(Stored data entries)
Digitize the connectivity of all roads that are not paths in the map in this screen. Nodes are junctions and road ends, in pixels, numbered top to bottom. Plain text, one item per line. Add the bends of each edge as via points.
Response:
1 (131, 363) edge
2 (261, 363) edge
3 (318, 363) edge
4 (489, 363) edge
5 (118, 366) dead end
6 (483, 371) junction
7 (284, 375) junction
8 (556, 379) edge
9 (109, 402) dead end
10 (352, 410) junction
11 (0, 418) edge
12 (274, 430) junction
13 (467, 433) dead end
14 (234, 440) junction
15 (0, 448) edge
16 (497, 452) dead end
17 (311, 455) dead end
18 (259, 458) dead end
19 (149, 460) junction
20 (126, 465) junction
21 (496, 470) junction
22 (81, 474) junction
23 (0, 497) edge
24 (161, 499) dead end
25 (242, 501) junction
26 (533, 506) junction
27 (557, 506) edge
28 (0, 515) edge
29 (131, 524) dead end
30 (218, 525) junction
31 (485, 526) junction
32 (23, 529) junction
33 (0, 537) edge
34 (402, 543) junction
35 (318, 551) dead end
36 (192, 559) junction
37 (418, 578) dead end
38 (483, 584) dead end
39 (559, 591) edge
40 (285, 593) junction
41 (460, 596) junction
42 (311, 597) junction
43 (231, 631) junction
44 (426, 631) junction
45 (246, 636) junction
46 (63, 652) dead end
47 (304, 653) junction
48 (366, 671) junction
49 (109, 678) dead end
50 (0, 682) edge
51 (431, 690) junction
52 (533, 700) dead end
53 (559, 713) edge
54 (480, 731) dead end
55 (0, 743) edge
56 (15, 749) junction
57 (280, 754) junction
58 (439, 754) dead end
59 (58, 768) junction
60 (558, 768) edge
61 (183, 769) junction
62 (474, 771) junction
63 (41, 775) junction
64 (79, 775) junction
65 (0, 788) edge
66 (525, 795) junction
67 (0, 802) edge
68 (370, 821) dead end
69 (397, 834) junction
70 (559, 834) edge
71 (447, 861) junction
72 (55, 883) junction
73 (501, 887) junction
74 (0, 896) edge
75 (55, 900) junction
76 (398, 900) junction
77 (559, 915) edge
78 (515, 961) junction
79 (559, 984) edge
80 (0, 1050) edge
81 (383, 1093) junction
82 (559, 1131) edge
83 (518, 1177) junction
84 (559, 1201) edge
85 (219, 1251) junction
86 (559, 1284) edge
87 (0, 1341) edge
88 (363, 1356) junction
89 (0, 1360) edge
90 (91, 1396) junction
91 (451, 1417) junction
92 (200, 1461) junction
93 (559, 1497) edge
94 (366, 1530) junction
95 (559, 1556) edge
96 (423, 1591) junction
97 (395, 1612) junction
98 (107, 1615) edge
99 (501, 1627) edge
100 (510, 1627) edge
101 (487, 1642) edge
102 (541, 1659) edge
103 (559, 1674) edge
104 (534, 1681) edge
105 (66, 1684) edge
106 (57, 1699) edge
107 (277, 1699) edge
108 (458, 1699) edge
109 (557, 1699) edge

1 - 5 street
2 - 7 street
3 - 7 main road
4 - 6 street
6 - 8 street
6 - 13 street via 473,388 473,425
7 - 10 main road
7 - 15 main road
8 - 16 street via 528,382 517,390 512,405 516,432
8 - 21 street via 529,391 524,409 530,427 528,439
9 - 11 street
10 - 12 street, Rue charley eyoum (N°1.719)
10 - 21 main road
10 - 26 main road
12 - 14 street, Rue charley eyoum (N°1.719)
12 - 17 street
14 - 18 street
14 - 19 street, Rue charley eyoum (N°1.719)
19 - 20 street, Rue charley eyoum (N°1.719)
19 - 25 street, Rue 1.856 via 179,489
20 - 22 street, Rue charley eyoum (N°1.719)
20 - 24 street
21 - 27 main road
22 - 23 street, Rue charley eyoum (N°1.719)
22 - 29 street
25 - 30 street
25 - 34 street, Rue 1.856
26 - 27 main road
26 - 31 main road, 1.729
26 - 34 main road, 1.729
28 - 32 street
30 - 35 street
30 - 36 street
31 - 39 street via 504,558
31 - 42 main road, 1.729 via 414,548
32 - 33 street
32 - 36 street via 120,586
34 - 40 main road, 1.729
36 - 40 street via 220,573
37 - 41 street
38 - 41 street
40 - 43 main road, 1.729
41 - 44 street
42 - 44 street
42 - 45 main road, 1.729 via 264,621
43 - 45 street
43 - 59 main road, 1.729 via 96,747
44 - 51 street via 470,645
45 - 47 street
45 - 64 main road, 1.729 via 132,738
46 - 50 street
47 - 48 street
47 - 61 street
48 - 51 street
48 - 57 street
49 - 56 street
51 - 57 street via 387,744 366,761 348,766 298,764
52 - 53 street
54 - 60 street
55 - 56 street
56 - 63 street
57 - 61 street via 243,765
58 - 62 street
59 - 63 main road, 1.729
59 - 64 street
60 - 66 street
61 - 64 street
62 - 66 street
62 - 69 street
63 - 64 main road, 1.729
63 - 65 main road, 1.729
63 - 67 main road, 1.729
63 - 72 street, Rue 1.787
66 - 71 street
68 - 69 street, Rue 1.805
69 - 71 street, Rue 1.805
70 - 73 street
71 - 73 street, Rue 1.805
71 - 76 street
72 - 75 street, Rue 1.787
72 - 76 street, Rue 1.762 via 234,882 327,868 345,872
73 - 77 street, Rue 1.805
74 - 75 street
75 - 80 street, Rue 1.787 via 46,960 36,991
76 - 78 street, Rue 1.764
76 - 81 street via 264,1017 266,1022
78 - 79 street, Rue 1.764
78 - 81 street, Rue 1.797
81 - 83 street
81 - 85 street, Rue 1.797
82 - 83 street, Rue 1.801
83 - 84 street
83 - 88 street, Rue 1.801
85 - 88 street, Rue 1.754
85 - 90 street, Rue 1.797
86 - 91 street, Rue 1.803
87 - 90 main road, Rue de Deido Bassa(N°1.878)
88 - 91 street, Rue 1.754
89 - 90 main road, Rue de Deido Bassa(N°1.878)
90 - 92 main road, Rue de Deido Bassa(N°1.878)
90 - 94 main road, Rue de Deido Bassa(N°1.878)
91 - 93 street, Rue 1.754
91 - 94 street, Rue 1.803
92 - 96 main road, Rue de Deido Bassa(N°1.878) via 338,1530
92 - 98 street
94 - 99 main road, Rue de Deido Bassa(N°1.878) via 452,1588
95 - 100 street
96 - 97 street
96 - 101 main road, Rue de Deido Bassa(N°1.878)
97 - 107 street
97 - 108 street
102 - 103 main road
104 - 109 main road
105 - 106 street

**What to produce**
Please copy each line above exactly as written.

**Exercise solution**
Digitize the connectivity of all roads that are not paths in the map in this screen. Nodes are junctions and road ends, in pixels, numbered top to bottom. Plain text, one item per line. Add the bends of each edge as via points.
Response:
1 (131, 363) edge
2 (261, 363) edge
3 (318, 363) edge
4 (489, 363) edge
5 (118, 366) dead end
6 (483, 371) junction
7 (284, 375) junction
8 (556, 379) edge
9 (109, 402) dead end
10 (352, 410) junction
11 (0, 418) edge
12 (274, 430) junction
13 (467, 433) dead end
14 (234, 440) junction
15 (0, 448) edge
16 (497, 452) dead end
17 (311, 455) dead end
18 (259, 458) dead end
19 (149, 460) junction
20 (126, 465) junction
21 (496, 470) junction
22 (81, 474) junction
23 (0, 497) edge
24 (161, 499) dead end
25 (242, 501) junction
26 (533, 506) junction
27 (557, 506) edge
28 (0, 515) edge
29 (131, 524) dead end
30 (218, 525) junction
31 (485, 526) junction
32 (23, 529) junction
33 (0, 537) edge
34 (402, 543) junction
35 (318, 551) dead end
36 (192, 559) junction
37 (418, 578) dead end
38 (483, 584) dead end
39 (559, 591) edge
40 (285, 593) junction
41 (460, 596) junction
42 (311, 597) junction
43 (231, 631) junction
44 (426, 631) junction
45 (246, 636) junction
46 (63, 652) dead end
47 (304, 653) junction
48 (366, 671) junction
49 (109, 678) dead end
50 (0, 682) edge
51 (431, 690) junction
52 (533, 700) dead end
53 (559, 713) edge
54 (480, 731) dead end
55 (0, 743) edge
56 (15, 749) junction
57 (280, 754) junction
58 (439, 754) dead end
59 (58, 768) junction
60 (558, 768) edge
61 (183, 769) junction
62 (474, 771) junction
63 (41, 775) junction
64 (79, 775) junction
65 (0, 788) edge
66 (525, 795) junction
67 (0, 802) edge
68 (370, 821) dead end
69 (397, 834) junction
70 (559, 834) edge
71 (447, 861) junction
72 (55, 883) junction
73 (501, 887) junction
74 (0, 896) edge
75 (55, 900) junction
76 (398, 900) junction
77 (559, 915) edge
78 (515, 961) junction
79 (559, 984) edge
80 (0, 1050) edge
81 (383, 1093) junction
82 (559, 1131) edge
83 (518, 1177) junction
84 (559, 1201) edge
85 (219, 1251) junction
86 (559, 1284) edge
87 (0, 1341) edge
88 (363, 1356) junction
89 (0, 1360) edge
90 (91, 1396) junction
91 (451, 1417) junction
92 (200, 1461) junction
93 (559, 1497) edge
94 (366, 1530) junction
95 (559, 1556) edge
96 (423, 1591) junction
97 (395, 1612) junction
98 (107, 1615) edge
99 (501, 1627) edge
100 (510, 1627) edge
101 (487, 1642) edge
102 (541, 1659) edge
103 (559, 1674) edge
104 (534, 1681) edge
105 (66, 1684) edge
106 (57, 1699) edge
107 (277, 1699) edge
108 (458, 1699) edge
109 (557, 1699) edge

1 - 5 street
2 - 7 street
3 - 7 main road
4 - 6 street
6 - 8 street
6 - 13 street via 473,388 473,425
7 - 10 main road
7 - 15 main road
8 - 16 street via 528,382 517,390 512,405 516,432
8 - 21 street via 529,391 524,409 530,427 528,439
9 - 11 street
10 - 12 street, Rue charley eyoum (N°1.719)
10 - 21 main road
10 - 26 main road
12 - 14 street, Rue charley eyoum (N°1.719)
12 - 17 street
14 - 18 street
14 - 19 street, Rue charley eyoum (N°1.719)
19 - 20 street, Rue charley eyoum (N°1.719)
19 - 25 street, Rue 1.856 via 179,489
20 - 22 street, Rue charley eyoum (N°1.719)
20 - 24 street
21 - 27 main road
22 - 23 street, Rue charley eyoum (N°1.719)
22 - 29 street
25 - 30 street
25 - 34 street, Rue 1.856
26 - 27 main road
26 - 31 main road, 1.729
26 - 34 main road, 1.729
28 - 32 street
30 - 35 street
30 - 36 street
31 - 39 street via 504,558
31 - 42 main road, 1.729 via 414,548
32 - 33 street
32 - 36 street via 120,586
34 - 40 main road, 1.729
36 - 40 street via 220,573
37 - 41 street
38 - 41 street
40 - 43 main road, 1.729
41 - 44 street
42 - 44 street
42 - 45 main road, 1.729 via 264,621
43 - 45 street
43 - 59 main road, 1.729 via 96,747
44 - 51 street via 470,645
45 - 47 street
45 - 64 main road, 1.729 via 132,738
46 - 50 street
47 - 48 street
47 - 61 street
48 - 51 street
48 - 57 street
49 - 56 street
51 - 57 street via 387,744 366,761 348,766 298,764
52 - 53 street
54 - 60 street
55 - 56 street
56 - 63 street
57 - 61 street via 243,765
58 - 62 street
59 - 63 main road, 1.729
59 - 64 street
60 - 66 street
61 - 64 street
62 - 66 street
62 - 69 street
63 - 64 main road, 1.729
63 - 65 main road, 1.729
63 - 67 main road, 1.729
63 - 72 street, Rue 1.787
66 - 71 street
68 - 69 street, Rue 1.805
69 - 71 street, Rue 1.805
70 - 73 street
71 - 73 street, Rue 1.805
71 - 76 street
72 - 75 street, Rue 1.787
72 - 76 street, Rue 1.762 via 234,882 327,868 345,872
73 - 77 street, Rue 1.805
74 - 75 street
75 - 80 street, Rue 1.787 via 46,960 36,991
76 - 78 street, Rue 1.764
76 - 81 street via 264,1017 266,1022
78 - 79 street, Rue 1.764
78 - 81 street, Rue 1.797
81 - 83 street
81 - 85 street, Rue 1.797
82 - 83 street, Rue 1.801
83 - 84 street
83 - 88 street, Rue 1.801
85 - 88 street, Rue 1.754
85 - 90 street, Rue 1.797
86 - 91 street, Rue 1.803
87 - 90 main road, Rue de Deido Bassa(N°1.878)
88 - 91 street, Rue 1.754
89 - 90 main road, Rue de Deido Bassa(N°1.878)
90 - 92 main road, Rue de Deido Bassa(N°1.878)
90 - 94 main road, Rue de Deido Bassa(N°1.878)
91 - 93 street, Rue 1.754
91 - 94 street, Rue 1.803
92 - 96 main road, Rue de Deido Bassa(N°1.878) via 338,1530
92 - 98 street
94 - 99 main road, Rue de Deido Bassa(N°1.878) via 452,1588
95 - 100 street
96 - 97 street
96 - 101 main road, Rue de Deido Bassa(N°1.878)
97 - 107 street
97 - 108 street
102 - 103 main road
104 - 109 main road
105 - 106 street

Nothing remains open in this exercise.